Thursday, July 10, 2008

Florida schools requiring middle school students to pass core classes to reach high school

It is no secret that many middle schools and junior high schools do not require students to pass in order to continue to high school.
Florida has enacted a new law which requires students to pass core classes in order to move on to ninth grade:

BY NIRVI SHAH
Miami Herald
July 8, 2008


Failing English, math, science or social studies classes in middle school never kept Florida students from moving on to high school in the past.

That's not the case anymore.

Beginning this fall, a Florida law enacted two years ago will require all students to pass their core subjects in middle school in order to be promoted to the ninth grade.

The tougher standards have already forced tens of thousands of middle school students around the state, including those in Broward and Miami-Dade counties, to enroll in remedial programs during the school year and during summer school.

The law, approved in 2006, was part of the work of a statewide middle school reform task force that wanted to make sixth, seventh and eighth grades more meaningful and ensure that more middle school students were truly prepared for high school. It applied to sixth-graders in 2006. Last year, seventh-graders were added to the list.

Under the old rules, ''they could fail in sixth, seventh, and eighth grade and they could go on to the next grade,'' said Carle Shaw, principal of Attucks Middle School in Hollywood.

Now, if a student at Shaw's school earns an F in any grading period, they forgo some of their time in elective classes for the next marking period reviewing the material in the failed class to make sure they understand it and move their grade to a D -- the minimum to go to high school. Or they go to summer classes.

GETTING MOTIVATED

At Pines Middle School this summer, soon-to-be seventh-grader Leyla Borges started the summer with a 35 percent on a science exam -- an F. She finished with a 90 percent -- an A.

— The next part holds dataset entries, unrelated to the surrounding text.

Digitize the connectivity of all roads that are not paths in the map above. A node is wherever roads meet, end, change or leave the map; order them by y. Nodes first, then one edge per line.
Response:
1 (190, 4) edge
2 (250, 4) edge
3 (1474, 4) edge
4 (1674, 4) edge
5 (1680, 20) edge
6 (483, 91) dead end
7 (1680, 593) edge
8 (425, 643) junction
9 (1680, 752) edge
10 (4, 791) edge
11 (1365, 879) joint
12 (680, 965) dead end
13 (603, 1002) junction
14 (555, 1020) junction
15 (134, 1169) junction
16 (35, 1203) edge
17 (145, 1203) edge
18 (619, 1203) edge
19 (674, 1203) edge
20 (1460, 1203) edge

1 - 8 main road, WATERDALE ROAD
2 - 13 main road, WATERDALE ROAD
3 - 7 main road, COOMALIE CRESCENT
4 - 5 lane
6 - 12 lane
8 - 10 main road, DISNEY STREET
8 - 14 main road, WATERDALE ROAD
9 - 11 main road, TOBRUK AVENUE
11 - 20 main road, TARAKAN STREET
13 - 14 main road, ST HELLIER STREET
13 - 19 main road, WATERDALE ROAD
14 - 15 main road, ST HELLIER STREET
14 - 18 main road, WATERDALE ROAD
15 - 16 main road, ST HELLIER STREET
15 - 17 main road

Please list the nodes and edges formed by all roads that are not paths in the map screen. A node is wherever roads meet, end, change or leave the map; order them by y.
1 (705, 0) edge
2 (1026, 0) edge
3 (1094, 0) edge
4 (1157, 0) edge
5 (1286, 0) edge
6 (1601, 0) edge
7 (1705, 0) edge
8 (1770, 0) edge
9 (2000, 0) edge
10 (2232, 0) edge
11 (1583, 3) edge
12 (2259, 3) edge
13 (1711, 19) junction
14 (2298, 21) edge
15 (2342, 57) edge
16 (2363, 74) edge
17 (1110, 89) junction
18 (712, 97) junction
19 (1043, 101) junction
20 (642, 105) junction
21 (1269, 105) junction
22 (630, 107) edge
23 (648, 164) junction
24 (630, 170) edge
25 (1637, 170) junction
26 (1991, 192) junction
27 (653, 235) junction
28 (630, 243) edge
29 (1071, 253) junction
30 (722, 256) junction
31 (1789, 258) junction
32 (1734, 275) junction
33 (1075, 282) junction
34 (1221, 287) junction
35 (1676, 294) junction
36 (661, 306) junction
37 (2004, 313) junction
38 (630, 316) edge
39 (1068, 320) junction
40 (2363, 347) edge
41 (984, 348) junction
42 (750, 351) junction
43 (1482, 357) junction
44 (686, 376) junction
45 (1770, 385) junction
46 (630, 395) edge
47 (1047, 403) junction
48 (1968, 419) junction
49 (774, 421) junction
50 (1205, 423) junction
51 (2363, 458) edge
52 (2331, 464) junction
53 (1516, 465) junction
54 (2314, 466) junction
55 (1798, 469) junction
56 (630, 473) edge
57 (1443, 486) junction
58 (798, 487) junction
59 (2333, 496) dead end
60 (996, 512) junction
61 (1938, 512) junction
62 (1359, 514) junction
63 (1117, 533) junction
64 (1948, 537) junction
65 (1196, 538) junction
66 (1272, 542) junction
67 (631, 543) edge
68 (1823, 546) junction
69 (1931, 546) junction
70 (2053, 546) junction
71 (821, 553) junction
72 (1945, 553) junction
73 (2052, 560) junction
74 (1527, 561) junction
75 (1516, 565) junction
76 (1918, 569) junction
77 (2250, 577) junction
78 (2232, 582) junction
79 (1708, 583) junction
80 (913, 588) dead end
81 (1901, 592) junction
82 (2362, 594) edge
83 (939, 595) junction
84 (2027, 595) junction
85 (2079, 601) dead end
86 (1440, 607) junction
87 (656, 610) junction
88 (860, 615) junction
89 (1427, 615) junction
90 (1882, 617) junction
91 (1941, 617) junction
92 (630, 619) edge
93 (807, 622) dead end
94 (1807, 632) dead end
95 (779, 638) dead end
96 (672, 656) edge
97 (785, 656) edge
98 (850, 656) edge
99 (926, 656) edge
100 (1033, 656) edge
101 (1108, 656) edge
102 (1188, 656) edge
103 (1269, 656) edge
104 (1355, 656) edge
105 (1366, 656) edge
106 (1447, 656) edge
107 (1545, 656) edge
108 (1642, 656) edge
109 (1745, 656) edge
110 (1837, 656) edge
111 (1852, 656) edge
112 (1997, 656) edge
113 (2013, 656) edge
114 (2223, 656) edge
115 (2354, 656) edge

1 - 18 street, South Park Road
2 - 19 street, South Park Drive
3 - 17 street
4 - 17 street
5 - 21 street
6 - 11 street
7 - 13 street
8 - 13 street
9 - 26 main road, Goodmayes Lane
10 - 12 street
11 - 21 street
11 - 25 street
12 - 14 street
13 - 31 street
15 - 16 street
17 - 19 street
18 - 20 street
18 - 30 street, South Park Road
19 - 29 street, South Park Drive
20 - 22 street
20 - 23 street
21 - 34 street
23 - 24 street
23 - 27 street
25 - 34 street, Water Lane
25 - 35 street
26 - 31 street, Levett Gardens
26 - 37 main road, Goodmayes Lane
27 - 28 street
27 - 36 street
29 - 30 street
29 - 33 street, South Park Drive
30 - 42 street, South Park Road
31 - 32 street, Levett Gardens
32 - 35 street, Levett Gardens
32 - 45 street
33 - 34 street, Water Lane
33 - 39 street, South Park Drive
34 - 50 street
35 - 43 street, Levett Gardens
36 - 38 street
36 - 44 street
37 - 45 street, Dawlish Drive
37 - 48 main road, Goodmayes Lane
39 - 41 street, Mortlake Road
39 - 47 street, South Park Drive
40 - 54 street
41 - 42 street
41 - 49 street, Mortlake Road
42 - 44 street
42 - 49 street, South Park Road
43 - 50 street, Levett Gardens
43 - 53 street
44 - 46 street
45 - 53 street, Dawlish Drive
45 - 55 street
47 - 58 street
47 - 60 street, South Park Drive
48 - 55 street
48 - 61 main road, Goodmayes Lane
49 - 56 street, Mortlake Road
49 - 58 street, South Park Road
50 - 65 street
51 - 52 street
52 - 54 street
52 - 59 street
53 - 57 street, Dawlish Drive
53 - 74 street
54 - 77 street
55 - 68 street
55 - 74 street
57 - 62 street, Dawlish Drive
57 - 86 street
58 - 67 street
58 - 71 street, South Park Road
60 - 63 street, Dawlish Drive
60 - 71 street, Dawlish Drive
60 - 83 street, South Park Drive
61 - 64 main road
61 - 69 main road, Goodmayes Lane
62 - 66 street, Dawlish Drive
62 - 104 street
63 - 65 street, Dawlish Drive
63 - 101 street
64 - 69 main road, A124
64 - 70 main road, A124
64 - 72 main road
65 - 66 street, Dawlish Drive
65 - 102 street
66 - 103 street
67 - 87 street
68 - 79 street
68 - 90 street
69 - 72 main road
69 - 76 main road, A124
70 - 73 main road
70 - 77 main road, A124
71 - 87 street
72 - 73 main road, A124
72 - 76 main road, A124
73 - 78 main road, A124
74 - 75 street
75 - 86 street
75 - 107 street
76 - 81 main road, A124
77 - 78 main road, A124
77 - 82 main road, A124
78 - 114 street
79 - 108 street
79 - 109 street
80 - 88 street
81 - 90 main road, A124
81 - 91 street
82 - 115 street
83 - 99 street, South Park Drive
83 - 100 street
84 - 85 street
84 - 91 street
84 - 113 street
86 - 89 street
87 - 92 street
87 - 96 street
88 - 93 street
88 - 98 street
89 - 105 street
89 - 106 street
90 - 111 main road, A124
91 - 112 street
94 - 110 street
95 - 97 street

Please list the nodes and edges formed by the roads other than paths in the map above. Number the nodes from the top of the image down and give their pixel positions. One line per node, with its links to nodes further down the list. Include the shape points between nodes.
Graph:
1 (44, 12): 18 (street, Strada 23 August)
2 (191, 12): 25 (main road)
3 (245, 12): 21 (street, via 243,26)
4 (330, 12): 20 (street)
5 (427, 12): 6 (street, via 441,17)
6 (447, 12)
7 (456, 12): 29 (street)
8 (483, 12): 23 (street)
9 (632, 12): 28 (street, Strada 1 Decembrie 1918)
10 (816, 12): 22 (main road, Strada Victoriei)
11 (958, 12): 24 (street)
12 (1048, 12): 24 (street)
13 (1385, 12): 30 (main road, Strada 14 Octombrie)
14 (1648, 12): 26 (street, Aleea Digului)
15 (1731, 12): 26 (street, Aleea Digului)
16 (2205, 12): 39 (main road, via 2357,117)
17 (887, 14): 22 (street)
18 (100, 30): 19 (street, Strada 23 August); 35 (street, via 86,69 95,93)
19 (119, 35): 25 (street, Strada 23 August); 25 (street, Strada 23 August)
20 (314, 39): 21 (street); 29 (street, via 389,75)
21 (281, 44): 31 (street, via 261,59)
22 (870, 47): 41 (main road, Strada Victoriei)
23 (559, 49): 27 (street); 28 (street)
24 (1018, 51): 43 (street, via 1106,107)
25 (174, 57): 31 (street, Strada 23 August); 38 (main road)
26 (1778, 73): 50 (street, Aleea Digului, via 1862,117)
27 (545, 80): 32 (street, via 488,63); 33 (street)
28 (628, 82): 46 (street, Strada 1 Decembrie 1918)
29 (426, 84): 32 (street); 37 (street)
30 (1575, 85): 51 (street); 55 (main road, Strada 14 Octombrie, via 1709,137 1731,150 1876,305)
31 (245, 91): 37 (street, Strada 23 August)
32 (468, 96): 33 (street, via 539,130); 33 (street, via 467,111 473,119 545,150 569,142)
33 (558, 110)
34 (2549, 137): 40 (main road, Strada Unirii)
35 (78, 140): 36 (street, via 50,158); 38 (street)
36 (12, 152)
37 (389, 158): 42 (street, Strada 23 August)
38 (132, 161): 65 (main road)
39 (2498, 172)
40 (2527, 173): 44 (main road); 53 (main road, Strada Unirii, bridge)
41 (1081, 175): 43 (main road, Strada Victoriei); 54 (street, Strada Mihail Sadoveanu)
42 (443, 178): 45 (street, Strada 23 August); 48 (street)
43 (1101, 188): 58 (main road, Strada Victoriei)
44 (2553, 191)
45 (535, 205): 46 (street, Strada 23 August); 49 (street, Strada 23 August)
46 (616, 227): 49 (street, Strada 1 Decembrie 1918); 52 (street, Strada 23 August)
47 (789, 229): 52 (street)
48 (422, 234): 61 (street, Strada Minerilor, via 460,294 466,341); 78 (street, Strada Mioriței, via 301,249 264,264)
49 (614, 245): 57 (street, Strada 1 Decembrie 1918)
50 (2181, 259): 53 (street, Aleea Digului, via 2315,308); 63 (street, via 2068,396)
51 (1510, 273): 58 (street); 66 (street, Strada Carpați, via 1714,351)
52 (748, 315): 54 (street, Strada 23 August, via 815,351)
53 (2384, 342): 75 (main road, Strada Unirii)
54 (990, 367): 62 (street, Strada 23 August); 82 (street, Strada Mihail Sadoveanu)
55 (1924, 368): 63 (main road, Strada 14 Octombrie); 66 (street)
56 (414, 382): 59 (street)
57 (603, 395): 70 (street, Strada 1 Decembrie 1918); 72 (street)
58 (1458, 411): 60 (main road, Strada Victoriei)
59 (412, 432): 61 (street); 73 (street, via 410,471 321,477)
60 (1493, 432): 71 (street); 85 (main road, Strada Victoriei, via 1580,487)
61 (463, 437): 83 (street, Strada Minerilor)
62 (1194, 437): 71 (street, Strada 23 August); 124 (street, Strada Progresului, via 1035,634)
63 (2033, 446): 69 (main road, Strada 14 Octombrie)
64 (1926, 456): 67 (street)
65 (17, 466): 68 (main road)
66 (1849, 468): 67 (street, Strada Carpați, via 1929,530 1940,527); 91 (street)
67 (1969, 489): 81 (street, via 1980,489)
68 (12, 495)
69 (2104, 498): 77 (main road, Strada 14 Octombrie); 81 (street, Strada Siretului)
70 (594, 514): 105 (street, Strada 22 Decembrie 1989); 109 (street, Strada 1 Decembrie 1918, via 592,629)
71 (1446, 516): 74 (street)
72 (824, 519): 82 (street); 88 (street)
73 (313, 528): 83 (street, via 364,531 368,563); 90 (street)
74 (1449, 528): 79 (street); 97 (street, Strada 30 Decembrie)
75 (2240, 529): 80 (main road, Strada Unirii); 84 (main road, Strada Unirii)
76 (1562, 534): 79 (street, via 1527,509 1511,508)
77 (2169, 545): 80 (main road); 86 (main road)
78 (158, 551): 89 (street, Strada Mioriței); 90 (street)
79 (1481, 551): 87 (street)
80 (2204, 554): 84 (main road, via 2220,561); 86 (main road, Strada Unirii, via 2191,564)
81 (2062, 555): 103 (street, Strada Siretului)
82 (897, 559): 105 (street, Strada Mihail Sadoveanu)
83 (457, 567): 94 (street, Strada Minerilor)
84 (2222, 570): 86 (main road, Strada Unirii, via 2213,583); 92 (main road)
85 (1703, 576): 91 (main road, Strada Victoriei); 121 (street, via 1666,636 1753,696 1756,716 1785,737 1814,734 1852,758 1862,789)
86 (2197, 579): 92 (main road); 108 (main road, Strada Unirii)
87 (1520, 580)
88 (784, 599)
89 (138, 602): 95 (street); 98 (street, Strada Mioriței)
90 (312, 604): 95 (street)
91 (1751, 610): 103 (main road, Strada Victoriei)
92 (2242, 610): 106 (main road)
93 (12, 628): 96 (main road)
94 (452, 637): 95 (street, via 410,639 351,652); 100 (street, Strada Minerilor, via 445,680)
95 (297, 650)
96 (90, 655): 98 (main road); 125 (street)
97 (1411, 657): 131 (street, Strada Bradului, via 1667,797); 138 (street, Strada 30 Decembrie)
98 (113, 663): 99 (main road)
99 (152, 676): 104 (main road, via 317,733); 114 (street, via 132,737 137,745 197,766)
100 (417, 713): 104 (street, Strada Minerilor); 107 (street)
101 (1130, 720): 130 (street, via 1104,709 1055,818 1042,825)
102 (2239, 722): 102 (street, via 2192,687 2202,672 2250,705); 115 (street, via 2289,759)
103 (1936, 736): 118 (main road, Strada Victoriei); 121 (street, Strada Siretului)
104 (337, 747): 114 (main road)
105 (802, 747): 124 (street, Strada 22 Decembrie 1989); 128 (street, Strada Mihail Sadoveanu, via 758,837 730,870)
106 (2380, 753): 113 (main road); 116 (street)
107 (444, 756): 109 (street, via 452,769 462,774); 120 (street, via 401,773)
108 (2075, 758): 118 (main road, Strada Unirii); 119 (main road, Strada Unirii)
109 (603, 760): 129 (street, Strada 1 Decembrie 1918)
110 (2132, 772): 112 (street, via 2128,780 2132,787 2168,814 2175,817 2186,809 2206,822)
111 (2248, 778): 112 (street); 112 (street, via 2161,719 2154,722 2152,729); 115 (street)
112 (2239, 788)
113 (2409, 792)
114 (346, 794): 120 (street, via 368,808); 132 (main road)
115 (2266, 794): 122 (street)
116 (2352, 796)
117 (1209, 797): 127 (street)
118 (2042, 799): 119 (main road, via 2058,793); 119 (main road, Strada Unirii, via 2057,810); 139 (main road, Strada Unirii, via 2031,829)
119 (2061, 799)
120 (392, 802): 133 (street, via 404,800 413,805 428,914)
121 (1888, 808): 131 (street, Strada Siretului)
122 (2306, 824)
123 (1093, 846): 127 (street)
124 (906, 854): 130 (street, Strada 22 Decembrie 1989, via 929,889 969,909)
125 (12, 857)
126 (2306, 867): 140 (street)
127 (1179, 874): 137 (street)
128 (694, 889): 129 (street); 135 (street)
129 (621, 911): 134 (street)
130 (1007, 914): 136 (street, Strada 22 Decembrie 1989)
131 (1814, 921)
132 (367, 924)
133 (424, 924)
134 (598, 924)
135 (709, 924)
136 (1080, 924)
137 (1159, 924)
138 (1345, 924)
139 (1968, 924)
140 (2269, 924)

Leyla, 12, said she skipped school enough this year to fail science and didn't heed her mother's advice to stay focused. She found that focus in Peter Colman's summer science class and said she's actually interested in the subject now. ''I wouldn't mind learning more about it,'' she said.

Shaw and other principals prefer getting kids help during the school year. Students shouldn't get used to thinking they can fail a class during the school year and make it up in three weeks over the summer, said Joel Smith, who oversees middle schools in Broward.

Nearly one in 10 of the district's 26,000 sixth- and seventh-graders were eligible for the summer classes. About 2,100 enrolled.

''What you didn't get in the year you're not really going to get in three weeks,'' he said. ``You want to make lifelong learners rather than just have them recover a course in three weeks.''

Not all of the summer students who finished classes Thursday will end up with the credit made up. If they haven't mastered the skills, they'll have to keep working for the credit, Smith said.

Students who fail one or two classes in middle school -- including English, math, social studies and science -- can still be promoted from one grade to the next as long as they fail no more than two classes. But they could get locked out of ninth grade without remedial work.

State and local education administrators hope that when this group of students advances to high school, dropout and graduation figures will improve. Florida's graduation rate is 72 percent, and it was just 66 percent in Broward and 64 percent in Miami-Dade County last year.

Many of the students who bring the graduation rate down drop out in ninth grade.

''Ninth grade's the toughest year for the students in Florida,'' said Mary Jane Tappen, the state's deputy chancellor for curriculum, instruction and student services. ``The whole purpose is to try to help with that.''

High schools already have enacted many reforms to keep ninth-grade students engaged and in school, said Chip Osborn, principal of Hollywood Hills High. Many schools separate freshmen from upperclassmen, give them unique schedules and pair them with mentors.

REQUIRED CLASSES

And while middle school students could move on to high school even without passing some of their classes, high school students can't earn diplomas without a fixed number of credits, Osborn said.

''You need four credits in English, four credits in math, three credits in social studies,'' Osborn said. The courses required of middle school students must also have a point, he said.

Broward Superintendent Jim Notter looks forward to seeing the effect of middle school reforms on high schools.

Although Broward scaled back on most summer school programs years ago, the district came up with about $400,000 to pay for middle school classes to give as many students as possible the chance to get to high school on time.

''I believe it's one of those reforms that was much needed,'' he said.